И перед лицом смерти чувствует Анненский одно:
Лишь Ужас в белых зеркалах
Здесь молит и поет
И с поясным поклоном Страх
Нам свечи раздает.
Примирения нет. Есть одно сознание обреченности:
А к утру кто-то нам, развеяв молча сны,
Напомнил шепотом, что мы осуждены.
и сознание одиночества:
И в сердце сознанье глубоко,
Что с ним родился только страх,
Что в мире оно одиноко,
Как старая кукла в волнах…
Гнетущий мрак обнаженной бездны с ее «страхами и мглами», мрак тютчевской ночи:
…И человек, как сирота бездомный,
Стоит теперь и немощен и гол
Лицом к лицу пред этой бездной темной.
На самого себя покинут он,
Упразднен ум и мысль осиротела,
В душе своей, как в бездне погружен,
И нет извне опоры, ни предела.
Это чувство беспомощности и беззащитности которое Тютчев испытывал перед лицом ночи, Анненскому внушалось не ночью, которая томила бредом и давала «одуряющее забвенье», а днем, «грязно-бледным», нудным и мутным днем оттепели, когда снежные покровы осквернены черными пятнами тления и грубо срываются с земли, как отнимаются от души все ее обольщения и очарования. Мучительное «пробуждение». «Кончена яркая чара», остается ничем не скрытая, не прикрашенная действительность — и от нее «страшно и пусто в груди».

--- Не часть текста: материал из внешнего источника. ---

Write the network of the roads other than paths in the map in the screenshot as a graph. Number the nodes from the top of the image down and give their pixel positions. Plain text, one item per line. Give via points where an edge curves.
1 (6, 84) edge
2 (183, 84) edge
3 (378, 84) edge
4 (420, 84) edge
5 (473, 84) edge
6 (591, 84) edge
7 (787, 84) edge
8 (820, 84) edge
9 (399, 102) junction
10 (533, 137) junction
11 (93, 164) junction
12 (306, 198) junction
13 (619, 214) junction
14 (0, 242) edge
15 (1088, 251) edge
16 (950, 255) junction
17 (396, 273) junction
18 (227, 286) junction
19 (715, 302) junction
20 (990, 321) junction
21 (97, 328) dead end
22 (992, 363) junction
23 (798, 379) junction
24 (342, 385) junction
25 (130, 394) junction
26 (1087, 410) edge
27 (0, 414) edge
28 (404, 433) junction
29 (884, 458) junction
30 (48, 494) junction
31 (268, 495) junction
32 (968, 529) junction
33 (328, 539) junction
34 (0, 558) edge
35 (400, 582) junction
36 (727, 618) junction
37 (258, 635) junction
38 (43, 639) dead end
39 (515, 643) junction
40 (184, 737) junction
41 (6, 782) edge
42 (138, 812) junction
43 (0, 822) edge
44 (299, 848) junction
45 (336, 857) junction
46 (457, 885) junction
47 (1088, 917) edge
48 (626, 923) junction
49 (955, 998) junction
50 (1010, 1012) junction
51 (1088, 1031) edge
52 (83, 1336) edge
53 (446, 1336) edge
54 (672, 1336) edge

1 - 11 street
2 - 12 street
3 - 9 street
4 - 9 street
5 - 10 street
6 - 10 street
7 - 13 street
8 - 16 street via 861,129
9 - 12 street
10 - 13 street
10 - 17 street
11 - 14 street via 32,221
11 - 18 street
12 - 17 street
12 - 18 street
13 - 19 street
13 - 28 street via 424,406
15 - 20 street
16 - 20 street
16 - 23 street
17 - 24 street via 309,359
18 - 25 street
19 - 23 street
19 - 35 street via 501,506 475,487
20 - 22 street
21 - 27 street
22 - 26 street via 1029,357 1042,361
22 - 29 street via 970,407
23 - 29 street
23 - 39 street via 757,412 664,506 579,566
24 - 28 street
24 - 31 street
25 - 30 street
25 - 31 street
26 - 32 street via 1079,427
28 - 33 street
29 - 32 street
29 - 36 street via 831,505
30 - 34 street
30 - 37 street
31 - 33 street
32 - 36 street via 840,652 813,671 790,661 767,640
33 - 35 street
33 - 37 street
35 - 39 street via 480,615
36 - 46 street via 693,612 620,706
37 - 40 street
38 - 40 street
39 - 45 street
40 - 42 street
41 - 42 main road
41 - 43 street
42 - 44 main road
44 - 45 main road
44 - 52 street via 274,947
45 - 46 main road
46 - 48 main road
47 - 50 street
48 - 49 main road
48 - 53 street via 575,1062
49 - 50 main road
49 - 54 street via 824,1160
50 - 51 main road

Что может дать опору человеку? Вера? Любовь? Но веры у Анненского нет.
…Никто и ничей,
Утомлен самым призраком жизни,
Я любуюсь на дымы лучей
Там, в моей обманувшей отчизне.
«На самого себя покинутый» человек старается своими силами разрешить то запутанное, ускользающее и неразрешимое, что называется смыслом жизни.
Гордое одиночество («я никто и ничей»), одинокие поиски («я ощупью иду своей дорогой»), нежелание принять готовую общую веру («зачем мне рай, которым грезят все»).
Не может и любовь дать опору сердцу, потом что любовь для Анненского в корне своем страданье, неосуществимость мечты.
И осталось в эфире одно
Безнадежное пламя любви.
Любовь это тоже «мука идеала», идеала недостижимого; можно только мечтать о «лучезарном слиянье», но в действительности любовь оказывается или «роковым поединком» Тютчева, «проклятым огнем» (Анненский), который обугливает сердце, или она наполняет «одним дыханьем два паруса лодки одной», которым не дано «сгорая, коснуться друг друга». Любовь безнадежна, она только яснее доказывает человеческую разделенность и одиночество.
А жизнь — будничная, томительная, однообразная, с нудным вокзальным ожиданьем («…что-нибудь, но не это…»), невыразимым томлением, «не отмоленным грехом пережитого дня», с тем «нестерпимым однообразием», которое заставило воскликнуть Тютчева:
О, небо, если бы хоть раз
Сей пламень развился по воле,
И, не томясь, не мучась доле,
Я просиял бы — и погас!
и Анненского:
О, дай мне только миг, но в жизни, не во сне,
Чтоб мог я стать огнем или сгореть в огне!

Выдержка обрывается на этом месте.